__What you will do__: Please return every line from the entries that has the string "this" in it.

__Dataset entries__:

···

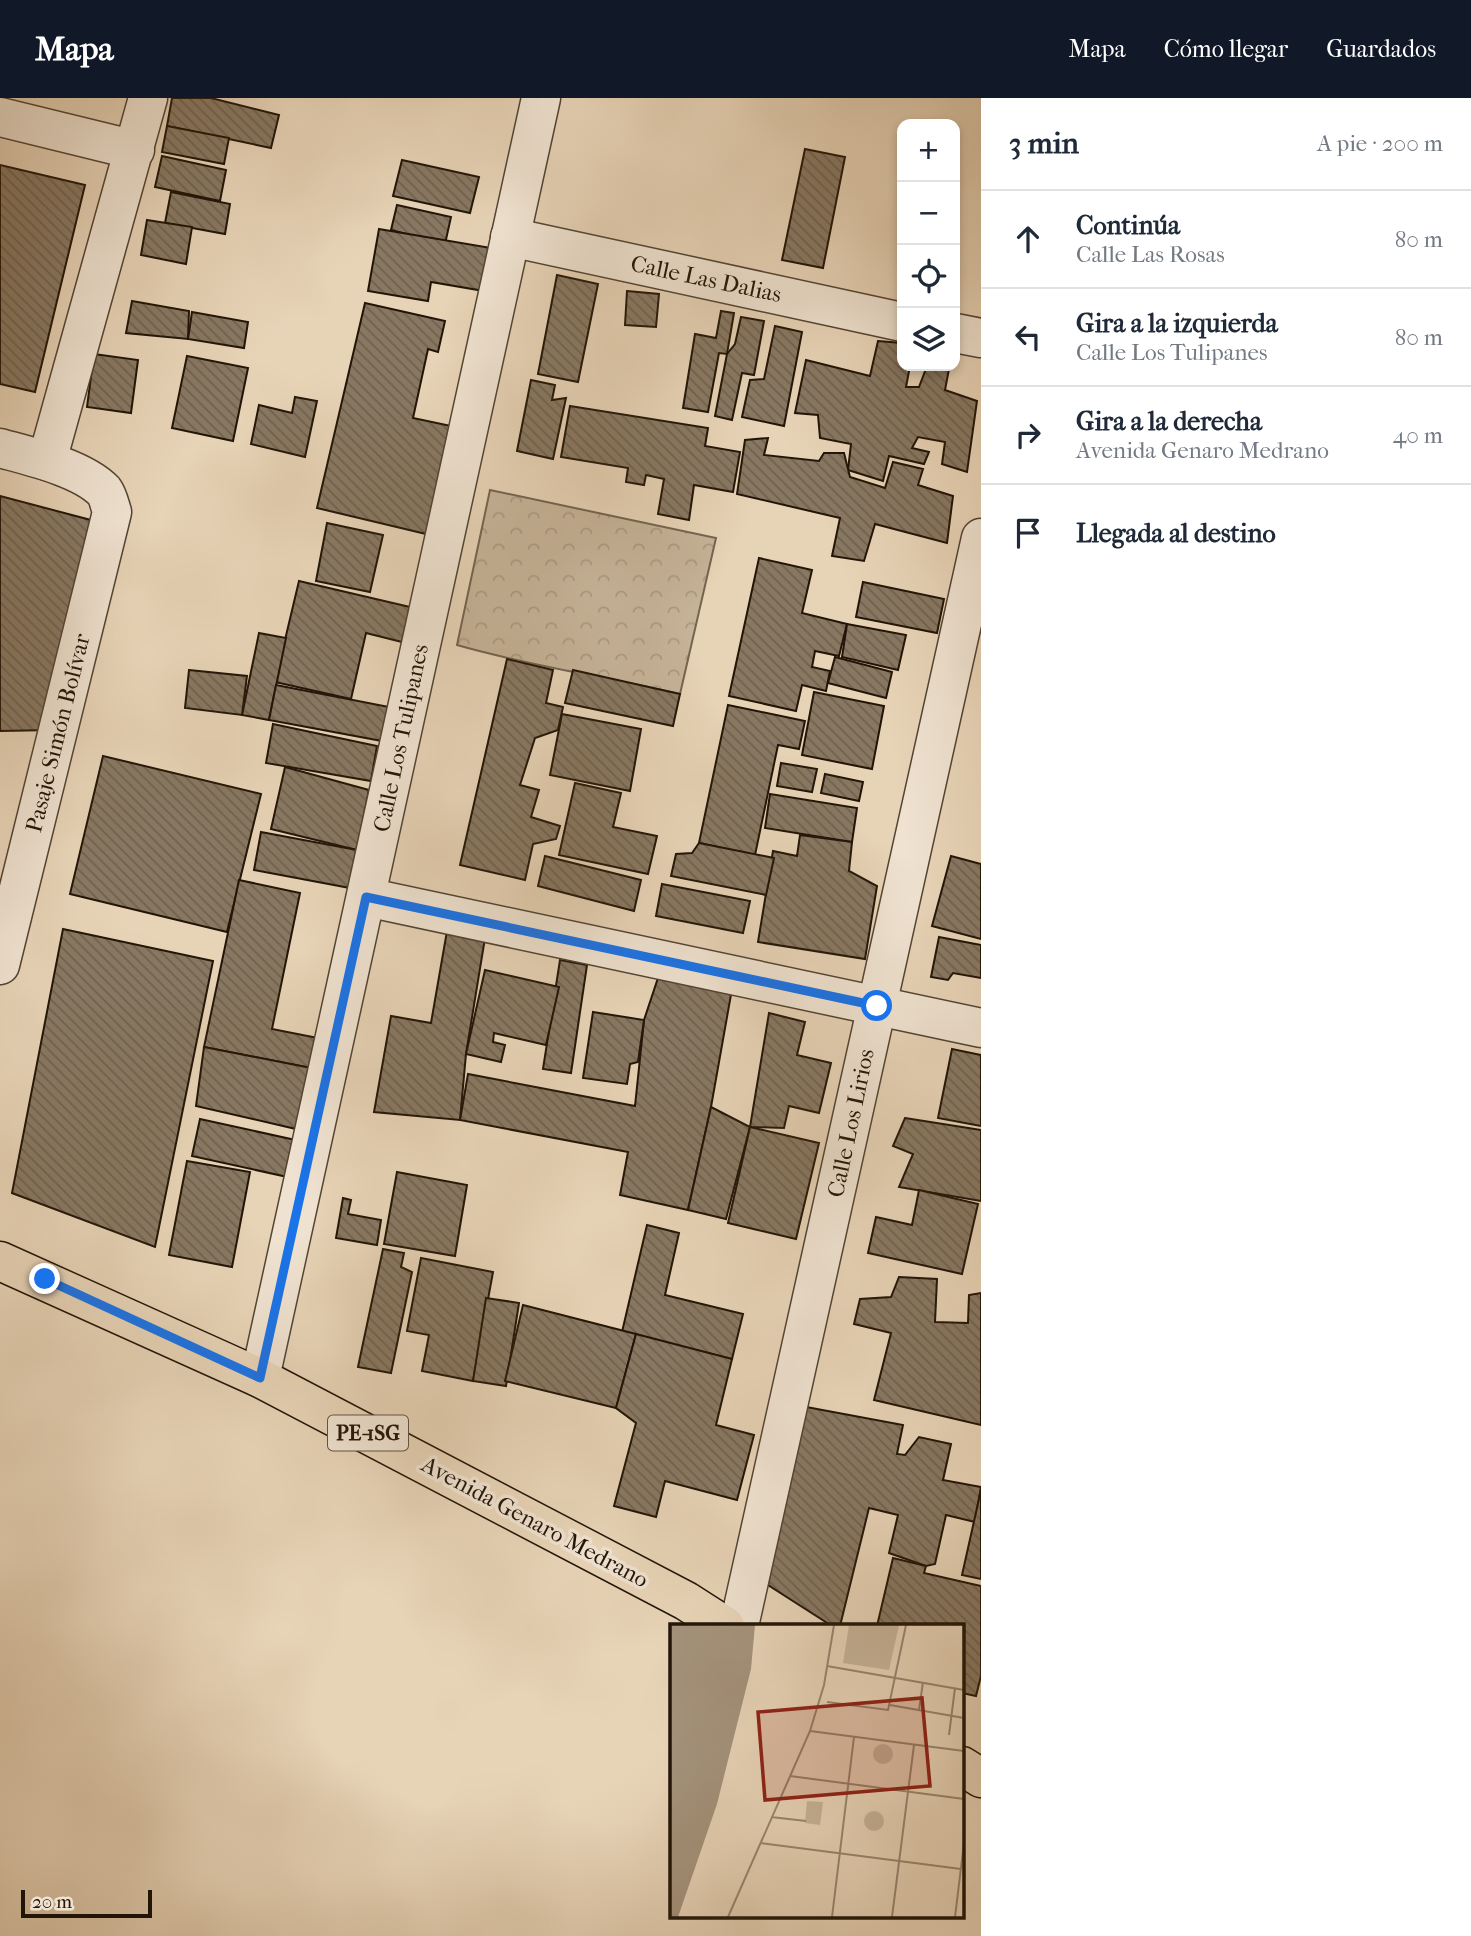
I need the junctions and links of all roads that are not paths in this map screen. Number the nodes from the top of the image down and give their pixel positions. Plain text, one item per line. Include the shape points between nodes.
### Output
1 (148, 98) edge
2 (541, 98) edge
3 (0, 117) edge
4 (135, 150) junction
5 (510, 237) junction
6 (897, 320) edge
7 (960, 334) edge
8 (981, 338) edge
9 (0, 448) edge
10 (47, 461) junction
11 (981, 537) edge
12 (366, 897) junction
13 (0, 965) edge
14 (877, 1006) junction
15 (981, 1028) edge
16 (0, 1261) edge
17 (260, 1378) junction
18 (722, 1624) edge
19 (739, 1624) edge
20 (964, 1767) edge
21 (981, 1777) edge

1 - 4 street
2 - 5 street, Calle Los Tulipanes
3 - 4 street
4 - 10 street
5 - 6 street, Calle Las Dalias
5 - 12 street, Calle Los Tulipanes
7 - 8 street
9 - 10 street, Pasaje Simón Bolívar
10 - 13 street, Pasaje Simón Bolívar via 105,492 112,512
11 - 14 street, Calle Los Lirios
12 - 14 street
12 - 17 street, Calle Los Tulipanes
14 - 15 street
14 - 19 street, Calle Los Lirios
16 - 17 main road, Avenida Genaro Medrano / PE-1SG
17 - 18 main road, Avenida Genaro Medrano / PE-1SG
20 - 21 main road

···

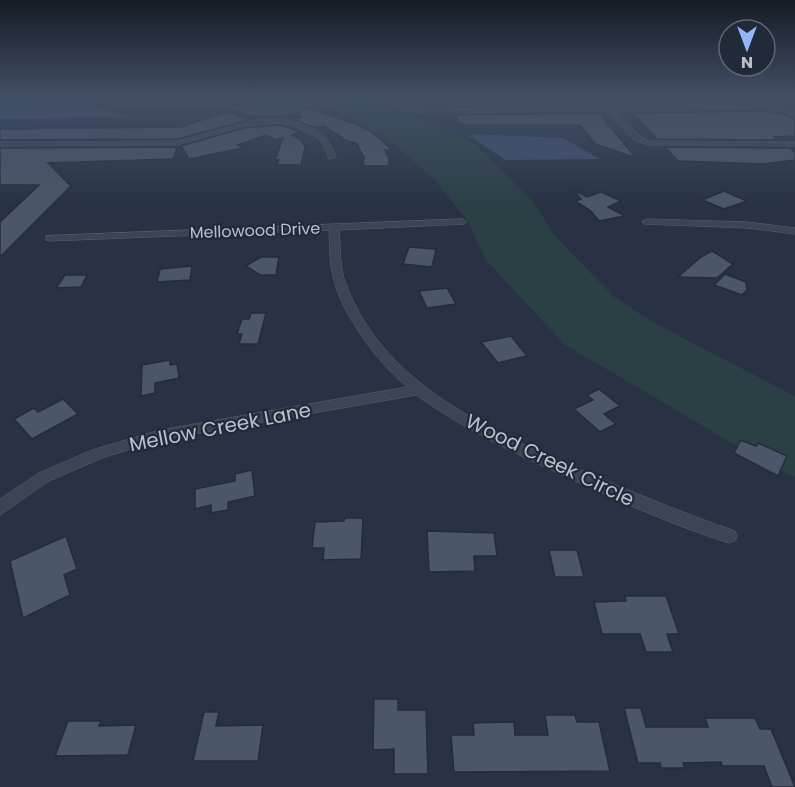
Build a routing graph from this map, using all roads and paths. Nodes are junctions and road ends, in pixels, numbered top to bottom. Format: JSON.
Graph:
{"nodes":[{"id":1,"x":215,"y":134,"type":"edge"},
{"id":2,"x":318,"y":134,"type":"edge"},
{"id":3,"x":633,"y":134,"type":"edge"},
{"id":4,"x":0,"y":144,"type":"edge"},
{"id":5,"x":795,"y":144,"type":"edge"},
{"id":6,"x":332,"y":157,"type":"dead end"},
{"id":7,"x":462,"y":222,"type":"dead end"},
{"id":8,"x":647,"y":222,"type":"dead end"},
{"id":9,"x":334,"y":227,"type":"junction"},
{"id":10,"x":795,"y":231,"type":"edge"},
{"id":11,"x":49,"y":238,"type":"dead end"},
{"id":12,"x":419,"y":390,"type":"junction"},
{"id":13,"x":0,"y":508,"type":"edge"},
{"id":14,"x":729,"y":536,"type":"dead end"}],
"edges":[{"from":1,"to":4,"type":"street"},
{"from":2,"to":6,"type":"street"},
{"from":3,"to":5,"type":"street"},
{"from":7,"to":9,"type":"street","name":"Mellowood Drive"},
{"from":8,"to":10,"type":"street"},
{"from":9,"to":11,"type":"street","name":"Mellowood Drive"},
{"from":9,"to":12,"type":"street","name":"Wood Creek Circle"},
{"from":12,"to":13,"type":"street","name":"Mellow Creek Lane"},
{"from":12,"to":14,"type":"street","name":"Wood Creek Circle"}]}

···

__Exercise solution__:
I need the junctions and links of all roads that are not paths in this map screen. Number the nodes from the top of the image down and give their pixel positions. Plain text, one item per line. Include the shape points between nodes.
Build a routing graph from this map, using all roads and paths. Nodes are junctions and road ends, in pixels, numbered top to bottom. Format: JSON.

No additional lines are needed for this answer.